Further, in the process of production of the shoe 94 of Example 3, since the press forming process S71 is performed after forming the phosphate film on the blank ball 80, it is possible to reduce the press pressure at the time of press forming and possible to improve the dimensional precision of the material 81.
Therefore, it is learned that according to the processes of production of Examples 1 to 3, it is possible to produce a compressor shoe 94 superior in durability and inexpensive in cost.
Note that it is also possible to combine the above examples. For example, it is possible to quench a shoe formed with an antioxidation film in an atmosphere of an inert gas or modified gas. In this case, no means for evacuating the residual oxygen has to be devised and oxidation can be reliably prevented.
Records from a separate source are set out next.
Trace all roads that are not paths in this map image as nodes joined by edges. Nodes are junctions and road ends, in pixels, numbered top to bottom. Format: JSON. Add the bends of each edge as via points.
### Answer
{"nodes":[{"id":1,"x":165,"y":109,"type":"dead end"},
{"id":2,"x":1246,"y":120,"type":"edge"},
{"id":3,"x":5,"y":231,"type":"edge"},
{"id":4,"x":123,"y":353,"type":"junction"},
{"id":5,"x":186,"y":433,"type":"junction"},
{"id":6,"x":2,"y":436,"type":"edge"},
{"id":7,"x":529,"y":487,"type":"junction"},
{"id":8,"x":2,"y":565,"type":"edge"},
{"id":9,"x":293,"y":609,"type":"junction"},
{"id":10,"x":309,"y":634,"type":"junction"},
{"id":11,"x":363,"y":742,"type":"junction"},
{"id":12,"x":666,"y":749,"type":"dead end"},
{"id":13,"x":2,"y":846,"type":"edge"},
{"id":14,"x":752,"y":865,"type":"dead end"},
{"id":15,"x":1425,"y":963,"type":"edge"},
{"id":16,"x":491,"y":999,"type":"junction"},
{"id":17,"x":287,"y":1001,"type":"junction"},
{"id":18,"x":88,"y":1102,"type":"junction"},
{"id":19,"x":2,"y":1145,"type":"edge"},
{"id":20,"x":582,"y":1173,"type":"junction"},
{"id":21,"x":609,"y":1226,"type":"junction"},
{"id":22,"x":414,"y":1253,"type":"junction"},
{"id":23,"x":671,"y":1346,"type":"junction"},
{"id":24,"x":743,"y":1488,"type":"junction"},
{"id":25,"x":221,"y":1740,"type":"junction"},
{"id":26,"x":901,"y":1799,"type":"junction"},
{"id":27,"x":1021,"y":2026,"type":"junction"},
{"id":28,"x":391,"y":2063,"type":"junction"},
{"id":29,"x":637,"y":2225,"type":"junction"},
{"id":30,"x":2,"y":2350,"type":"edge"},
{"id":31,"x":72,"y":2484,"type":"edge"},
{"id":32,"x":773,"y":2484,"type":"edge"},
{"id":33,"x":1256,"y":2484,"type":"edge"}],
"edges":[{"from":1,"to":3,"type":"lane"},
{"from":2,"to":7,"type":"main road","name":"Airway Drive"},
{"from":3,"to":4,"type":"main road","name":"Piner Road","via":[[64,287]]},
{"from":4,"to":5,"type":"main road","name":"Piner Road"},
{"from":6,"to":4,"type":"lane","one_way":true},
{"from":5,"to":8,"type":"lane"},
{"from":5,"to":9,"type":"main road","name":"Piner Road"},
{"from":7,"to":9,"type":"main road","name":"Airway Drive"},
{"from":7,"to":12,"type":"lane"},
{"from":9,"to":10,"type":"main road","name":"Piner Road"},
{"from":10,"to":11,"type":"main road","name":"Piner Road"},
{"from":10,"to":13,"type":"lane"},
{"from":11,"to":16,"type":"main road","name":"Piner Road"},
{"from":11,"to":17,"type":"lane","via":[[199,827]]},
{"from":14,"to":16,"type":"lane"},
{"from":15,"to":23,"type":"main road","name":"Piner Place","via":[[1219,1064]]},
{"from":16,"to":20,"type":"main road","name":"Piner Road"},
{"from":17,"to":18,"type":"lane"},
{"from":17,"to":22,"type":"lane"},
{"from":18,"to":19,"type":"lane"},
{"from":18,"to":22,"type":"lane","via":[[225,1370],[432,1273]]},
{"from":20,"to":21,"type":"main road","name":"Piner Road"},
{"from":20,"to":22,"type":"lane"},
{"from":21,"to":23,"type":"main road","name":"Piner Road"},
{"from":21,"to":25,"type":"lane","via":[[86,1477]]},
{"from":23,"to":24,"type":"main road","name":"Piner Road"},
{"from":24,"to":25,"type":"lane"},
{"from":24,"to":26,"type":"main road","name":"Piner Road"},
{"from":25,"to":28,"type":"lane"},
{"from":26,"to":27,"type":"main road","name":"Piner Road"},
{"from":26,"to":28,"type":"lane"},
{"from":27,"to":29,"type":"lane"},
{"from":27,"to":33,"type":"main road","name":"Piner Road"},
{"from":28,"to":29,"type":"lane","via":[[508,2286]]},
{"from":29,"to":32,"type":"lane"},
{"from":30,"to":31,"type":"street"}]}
While the invention has been described with reference to specific embodiments chosen for purpose of illustration, it should be apparent that numerous modifications could be made thereto by those skilled in the art without departing from the basic concept and scope of the invention.

Claims

A process of production of a compressor shoe including a process of quenching a material in a quenching furnace comprised of chrome and/or manganese steel and forming a shoe shape,
said quenching process comprising a step of preventing oxidation of the chrome and/or manganese.
A process of production as set forth in claim 1, wherein said step is lowering a pressure in the quenching furnace to create a vacuum.
A process of production as set forth in claim 1, wherein said step is replacing in atmosphere of the quenching furnace by an inert gas or modified gas.
A process of production as set forth in any one of claims 1 to 3, where said step is forming an antioxidation film able to prevent oxidation of the chrome and/or manganese on the surface of the material before quenching.
A process of production as set forth in claim 4, wherein said antioxidation film is a phosphate film.